◆ Exercise brief
All of the data should be restated word for word, with the pictures omitted.

◆ Data for analysis

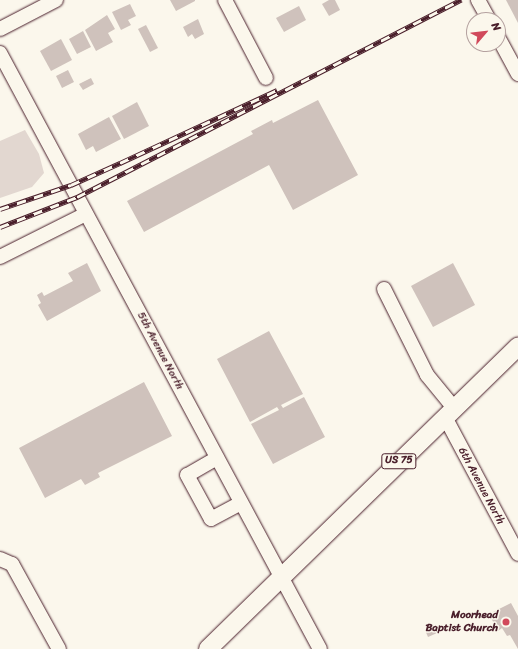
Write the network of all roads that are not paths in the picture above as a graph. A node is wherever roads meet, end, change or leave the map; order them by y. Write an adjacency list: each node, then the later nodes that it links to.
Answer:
1 (56, 0): 5 (street)
2 (225, 0): 9 (street)
3 (478, 0): 4 (street)
4 (485, 12)
5 (0, 29)
6 (506, 52): 8 (street)
7 (0, 53): 10 (street, 5th Avenue North)
8 (518, 74)
9 (266, 78)
10 (86, 214): 11 (street); 15 (street, 5th Avenue North)
11 (0, 257)
12 (384, 289): 14 (street, 6th Avenue North)
13 (518, 346): 14 (main road, US 75)
14 (449, 413): 17 (street, 6th Avenue North); 19 (main road, US 75)
15 (217, 458): 16 (street, 5th Avenue North); 16 (street)
16 (242, 503): 19 (street, 5th Avenue North)
17 (518, 554)
18 (0, 559): 20 (street)
19 (281, 577): 21 (main road, US 75); 22 (street, 5th Avenue North)
20 (59, 649)
21 (208, 649)
22 (320, 649)

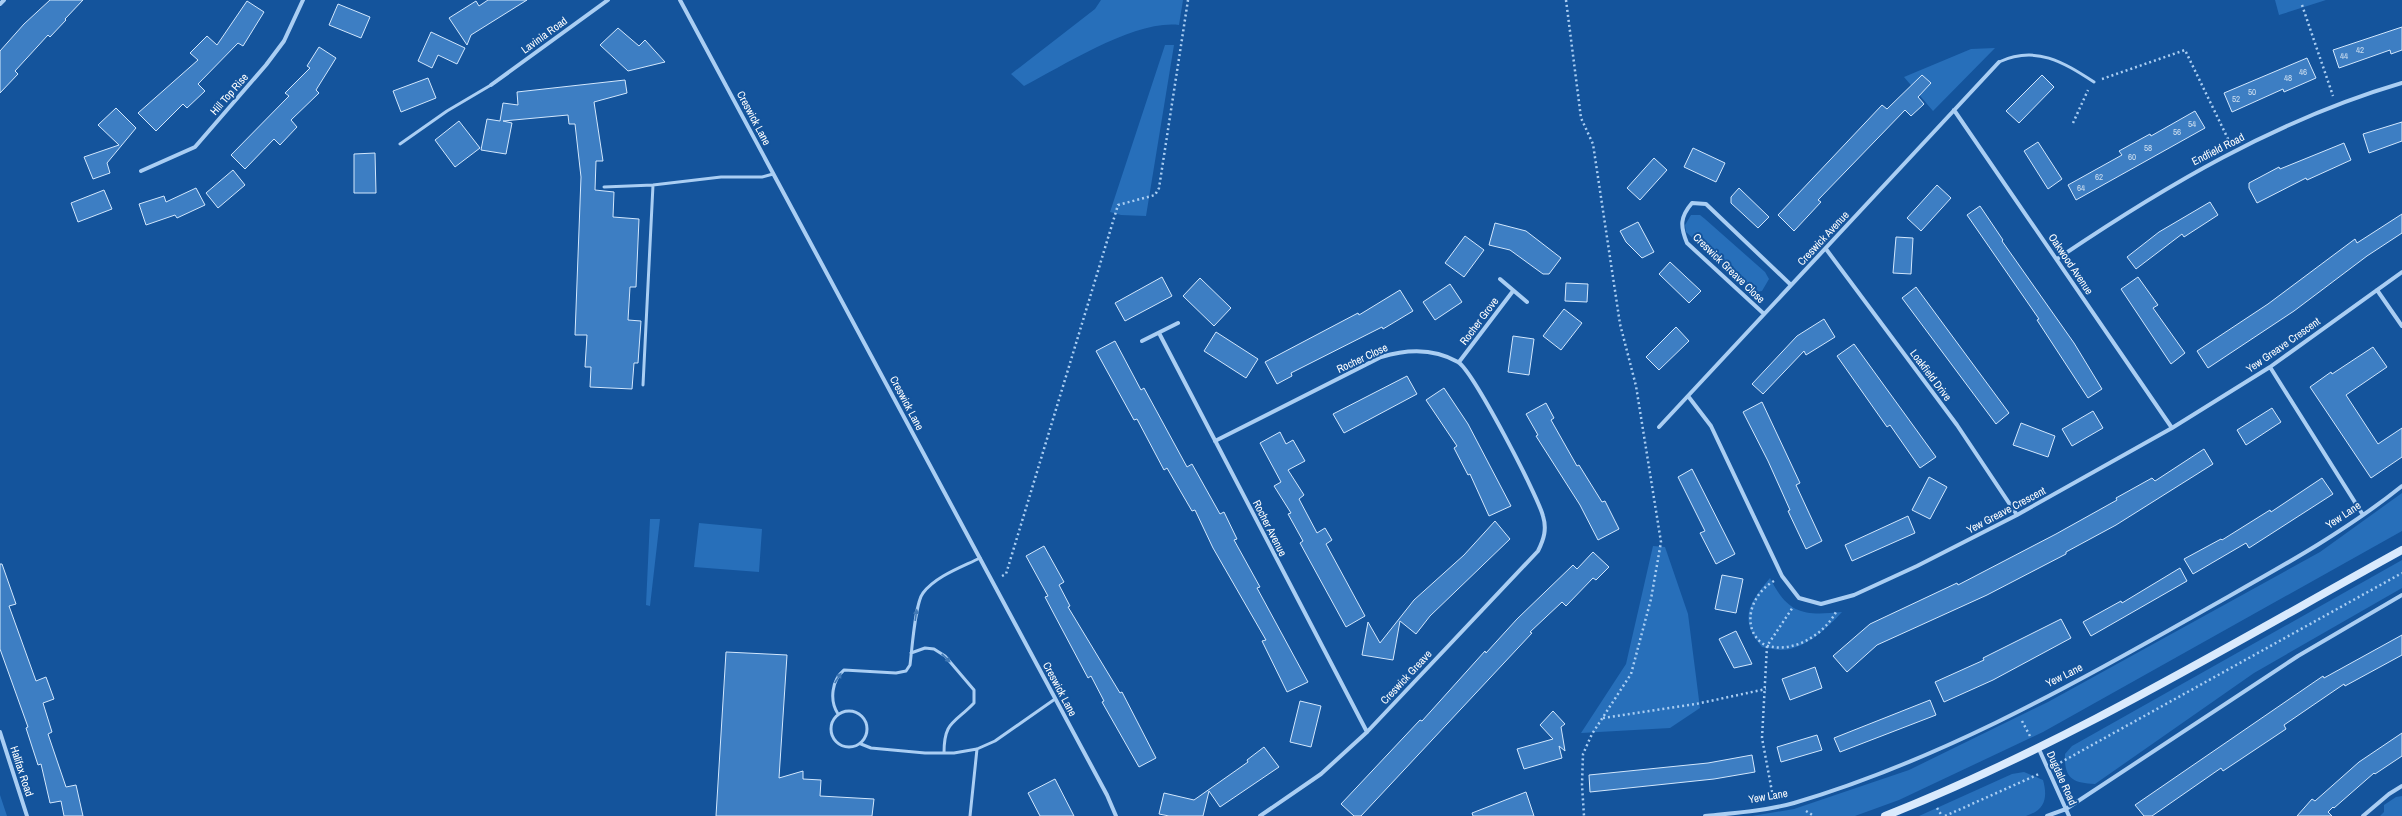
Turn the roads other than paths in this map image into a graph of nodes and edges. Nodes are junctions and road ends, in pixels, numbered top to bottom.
1 (4, 0) edge
2 (302, 0) edge
3 (608, 0) edge
4 (680, 0) edge
5 (0, 4) edge
6 (1999, 62) joint
7 (2094, 82) dead end
8 (2402, 83) edge
9 (491, 85) joint
10 (1954, 110) junction
11 (400, 144) dead end
12 (141, 171) dead end
13 (773, 174) junction
14 (653, 185) junction
15 (604, 186) dead end
16 (1826, 249) junction
17 (2057, 259) junction
18 (2402, 272) edge
19 (1500, 279) dead end
20 (1791, 285) junction
21 (2377, 290) junction
22 (1513, 291) junction
23 (1527, 302) dead end
24 (1763, 314) junction
25 (1178, 323) dead end
26 (2402, 326) edge
27 (1159, 333) junction
28 (1142, 341) dead end
29 (1459, 362) junction
30 (2270, 366) junction
31 (643, 385) dead end
32 (1688, 396) junction
33 (1659, 427) dead end
34 (2172, 428) junction
35 (1215, 441) junction
36 (2402, 486) edge
37 (2017, 515) junction
38 (2363, 515) junction
39 (2402, 550) edge
40 (980, 558) junction
41 (2402, 595) edge
42 (911, 652) junction
43 (1055, 699) junction
44 (838, 714) junction
45 (0, 732) edge
46 (1367, 732) junction
47 (861, 744) junction
48 (2038, 747) junction
49 (978, 750) junction
50 (944, 753) junction
51 (2402, 786) edge
52 (2066, 809) junction
53 (27, 816) edge
54 (970, 816) edge
55 (1116, 816) edge
56 (1260, 816) edge
57 (1705, 816) edge
58 (1885, 816) edge
59 (2047, 816) edge
60 (2069, 816) edge
61 (2362, 816) edge

1 - 5 street
2 - 12 street, Hill Top Rise
3 - 9 street, Lavinia Road
4 - 13 street, Creswick Lane
6 - 7 lane
6 - 10 street, Creswick Avenue
8 - 17 street, Endfield Road
9 - 11 lane
10 - 16 street, Creswick Avenue
10 - 17 street, Oakwood Avenue
13 - 14 lane
13 - 40 street, Creswick Lane
14 - 15 lane
14 - 31 lane
16 - 20 street, Creswick Avenue
16 - 37 street, Loakfield Drive
17 - 34 street, Oakwood Avenue
18 - 21 street, Yew Greave Crescent
19 - 22 street
20 - 24 street, Creswick Avenue
20 - 24 street, Creswick Greave Close
21 - 26 street
21 - 30 street, Yew Greave Crescent
22 - 23 street
22 - 29 street, Rocher Grove
24 - 32 street, Creswick Avenue
25 - 27 street
27 - 28 street
27 - 35 street, Rocher Avenue
29 - 35 street, Rocher Close
29 - 46 street, Creswick Greave
30 - 34 street, Yew Greave Crescent
30 - 38 street
32 - 33 street, Creswick Avenue
32 - 37 street, Yew Greave Crescent
34 - 37 street, Yew Greave Crescent
35 - 46 street, Rocher Avenue
36 - 38 street, Yew Lane
38 - 57 street, Yew Lane
39 - 48 main road
42 -> 40 lane
40 - 43 street, Creswick Lane
41 - 52 street
44 -> 42 lane
42 -> 50 lane
43 - 49 lane
43 - 55 street, Creswick Lane
44 - 47 lane
44 - 47 lane
45 - 53 street, Halifax Road
46 - 56 street, Creswick Greave
47 - 50 lane
48 - 52 street, Dugdale Road
48 - 58 main road
49 - 50 lane
49 - 54 lane
51 - 61 street
52 - 59 street
52 - 60 street, Dugdale Road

◆ Exercise answer
Write the network of all roads that are not paths in the picture above as a graph. A node is wherever roads meet, end, change or leave the map; order them by y. Write an adjacency list: each node, then the later nodes that it links to.
Answer:
1 (56, 0): 5 (street)
2 (225, 0): 9 (street)
3 (478, 0): 4 (street)
4 (485, 12)
5 (0, 29)
6 (506, 52): 8 (street)
7 (0, 53): 10 (street, 5th Avenue North)
8 (518, 74)
9 (266, 78)
10 (86, 214): 11 (street); 15 (street, 5th Avenue North)
11 (0, 257)
12 (384, 289): 14 (street, 6th Avenue North)
13 (518, 346): 14 (main road, US 75)
14 (449, 413): 17 (street, 6th Avenue North); 19 (main road, US 75)
15 (217, 458): 16 (street, 5th Avenue North); 16 (street)
16 (242, 503): 19 (street, 5th Avenue North)
17 (518, 554)
18 (0, 559): 20 (street)
19 (281, 577): 21 (main road, US 75); 22 (street, 5th Avenue North)
20 (59, 649)
21 (208, 649)
22 (320, 649)

Turn the roads other than paths in this map image into a graph of nodes and edges. Nodes are junctions and road ends, in pixels, numbered top to bottom.
1 (4, 0) edge
2 (302, 0) edge
3 (608, 0) edge
4 (680, 0) edge
5 (0, 4) edge
6 (1999, 62) joint
7 (2094, 82) dead end
8 (2402, 83) edge
9 (491, 85) joint
10 (1954, 110) junction
11 (400, 144) dead end
12 (141, 171) dead end
13 (773, 174) junction
14 (653, 185) junction
15 (604, 186) dead end
16 (1826, 249) junction
17 (2057, 259) junction
18 (2402, 272) edge
19 (1500, 279) dead end
20 (1791, 285) junction
21 (2377, 290) junction
22 (1513, 291) junction
23 (1527, 302) dead end
24 (1763, 314) junction
25 (1178, 323) dead end
26 (2402, 326) edge
27 (1159, 333) junction
28 (1142, 341) dead end
29 (1459, 362) junction
30 (2270, 366) junction
31 (643, 385) dead end
32 (1688, 396) junction
33 (1659, 427) dead end
34 (2172, 428) junction
35 (1215, 441) junction
36 (2402, 486) edge
37 (2017, 515) junction
38 (2363, 515) junction
39 (2402, 550) edge
40 (980, 558) junction
41 (2402, 595) edge
42 (911, 652) junction
43 (1055, 699) junction
44 (838, 714) junction
45 (0, 732) edge
46 (1367, 732) junction
47 (861, 744) junction
48 (2038, 747) junction
49 (978, 750) junction
50 (944, 753) junction
51 (2402, 786) edge
52 (2066, 809) junction
53 (27, 816) edge
54 (970, 816) edge
55 (1116, 816) edge
56 (1260, 816) edge
57 (1705, 816) edge
58 (1885, 816) edge
59 (2047, 816) edge
60 (2069, 816) edge
61 (2362, 816) edge

1 - 5 street
2 - 12 street, Hill Top Rise
3 - 9 street, Lavinia Road
4 - 13 street, Creswick Lane
6 - 7 lane
6 - 10 street, Creswick Avenue
8 - 17 street, Endfield Road
9 - 11 lane
10 - 16 street, Creswick Avenue
10 - 17 street, Oakwood Avenue
13 - 14 lane
13 - 40 street, Creswick Lane
14 - 15 lane
14 - 31 lane
16 - 20 street, Creswick Avenue
16 - 37 street, Loakfield Drive
17 - 34 street, Oakwood Avenue
18 - 21 street, Yew Greave Crescent
19 - 22 street
20 - 24 street, Creswick Avenue
20 - 24 street, Creswick Greave Close
21 - 26 street
21 - 30 street, Yew Greave Crescent
22 - 23 street
22 - 29 street, Rocher Grove
24 - 32 street, Creswick Avenue
25 - 27 street
27 - 28 street
27 - 35 street, Rocher Avenue
29 - 35 street, Rocher Close
29 - 46 street, Creswick Greave
30 - 34 street, Yew Greave Crescent
30 - 38 street
32 - 33 street, Creswick Avenue
32 - 37 street, Yew Greave Crescent
34 - 37 street, Yew Greave Crescent
35 - 46 street, Rocher Avenue
36 - 38 street, Yew Lane
38 - 57 street, Yew Lane
39 - 48 main road
42 -> 40 lane
40 - 43 street, Creswick Lane
41 - 52 street
44 -> 42 lane
42 -> 50 lane
43 - 49 lane
43 - 55 street, Creswick Lane
44 - 47 lane
44 - 47 lane
45 - 53 street, Halifax Road
46 - 56 street, Creswick Greave
47 - 50 lane
48 - 52 street, Dugdale Road
48 - 58 main road
49 - 50 lane
49 - 54 lane
51 - 61 street
52 - 59 street
52 - 60 street, Dugdale Road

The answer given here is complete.